LSE customers groused that the exchange was “stringing users along” with hopeful messages that trading would be restored sooner, according to one market source, who requested anonymity. Another observer says the outage exposed flaws in the LSE’s TradElect platform, which runs on Microsoft Corp. technology and has a capacity of 10,000 messages per second. Although the LSE plans to double that by year-end, it’s well below the 75,000-message peak capacity of competing platform Chi-X Europe.

Hoping to capitalize on an operational disaster of this magnitude — it also affected the Johannesburg Stock Exchange, which runs on TradElect — are Chi-X and others known as multilateral trading facilities under the European Union’s Markets in Financial Instruments Directive. But September 8 was not a great day for them either. MTFs’ volumes actually fell, reflecting how dependent the platforms are on price quotes coming from the LSE.

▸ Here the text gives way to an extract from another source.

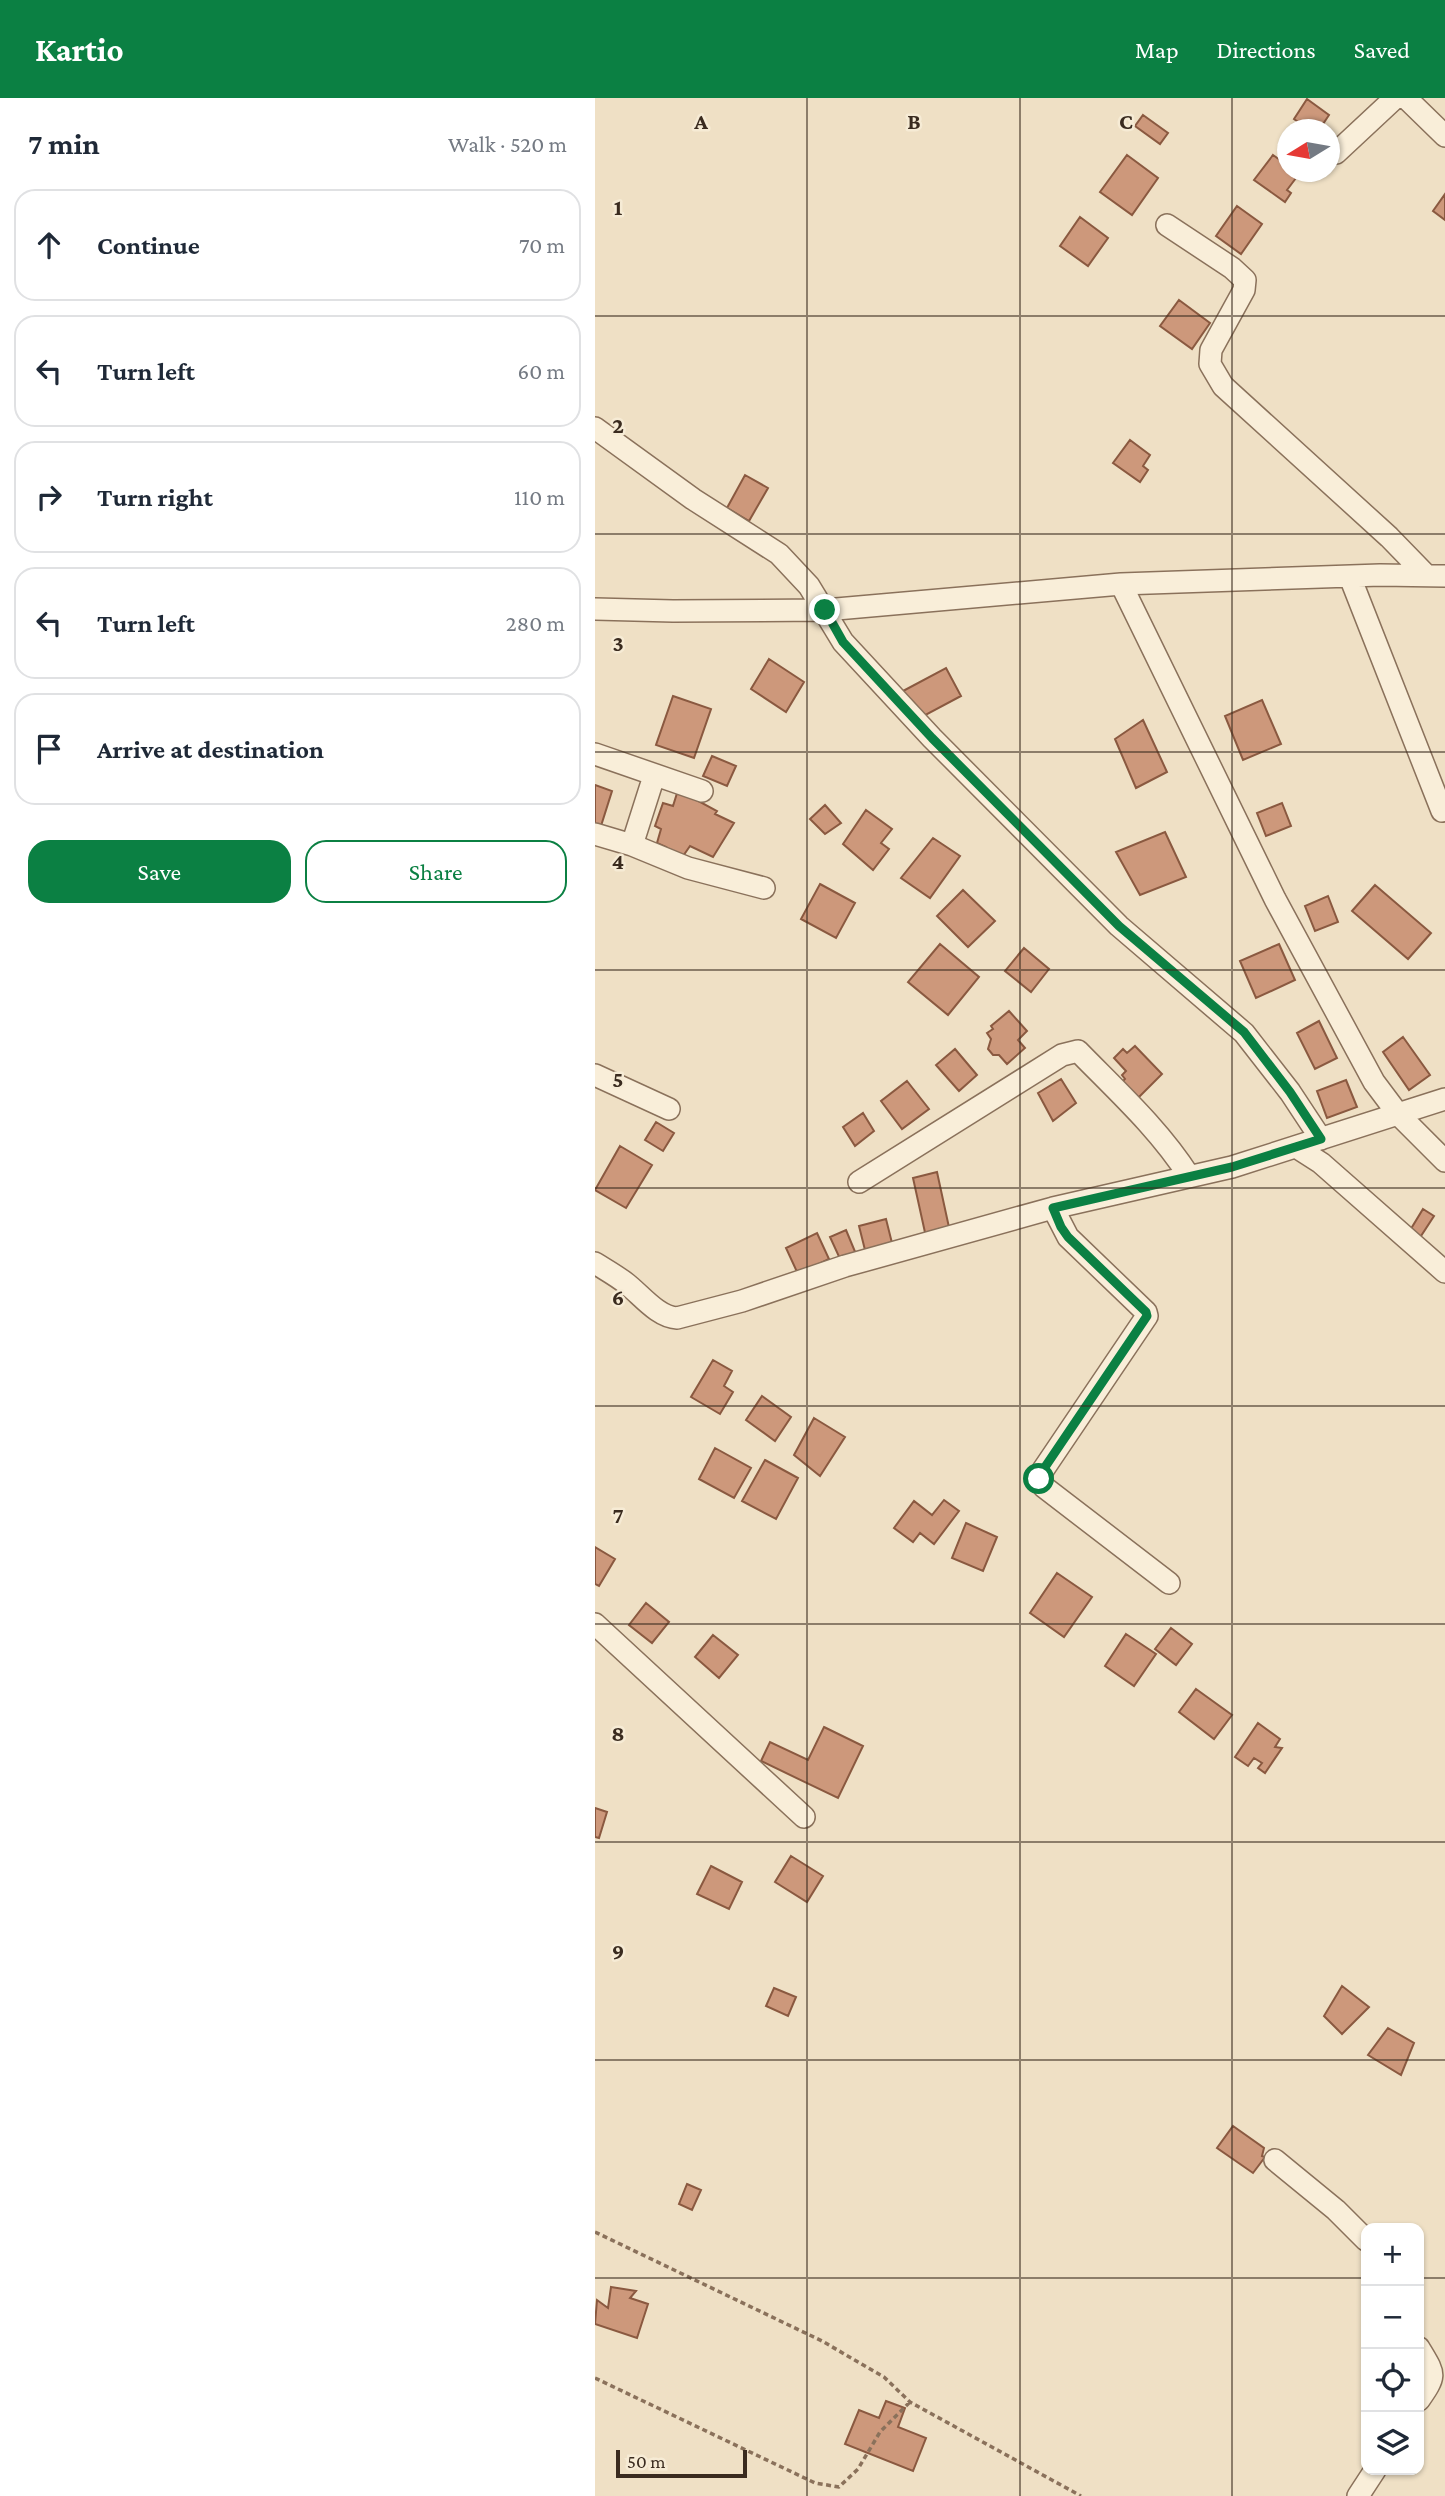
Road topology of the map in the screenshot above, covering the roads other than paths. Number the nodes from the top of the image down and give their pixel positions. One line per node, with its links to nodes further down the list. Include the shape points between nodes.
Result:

Chi-X, which was launched last year by Instinet and several bank partners and claims to be handling 20 percent of the daily volume of the FTSE 100 stocks, traded €3.5 billion ($5 billion) worth of shares on September 8, compared with €6.0 billion the next day and €5.4 billion the preceding Friday. Chi-X CEO Peter Randall says his 76 members couldn’t trade futures and options that are priced on underlying LSE quotes.

Volume on Turquoise, a nine-bank MTF that opened in August, “suffered as did others,” says CEO Eli Lederman, “even though we were functioning as normal throughout. The primary market still enjoys a special status for many participants.”

Alasdair Haynes, CEO of New York–based Investment Technology Group’s international business, says that the LSE has managed to maintain a level of price discovery that others can’t equal, but adds, “I’m not saying this won’t change over time.” Lederman is convinced that the exchange’s dominance “won’t last forever.” Financial firms are wary of “excessive dependence on any single platform,” he says, and “though it may take a while, one would expect people to be more venue-agnostic over time.”

Duncan Niederauer, CEO of NYSE Euronext, agrees that the outage “will focus clients on connectivity. We expect they will pay more attention to finding an alternative or two in each market.” Scheduled to launch a European MTF in November, NYSE stands to benefit if such a shift materializes. So do its New York–based archrival, Nasdaq OMX, whose Nasdaq OMX Europe went live late last month, and perhaps even the LSE, which has a alternative trading platform of its own, Baikal, in the planning stage.

Cubillas Ding, a senior analyst at Boston-based financial industry research firm Celent, says that broker-dealers and fund managers, too, have something to learn from September 8: They should have contingency plans in place so they are not vulnerable to a single point of failure. Lederman notes that many firms do not yet have “smart order routing systems that could deal with a no-primary situation.”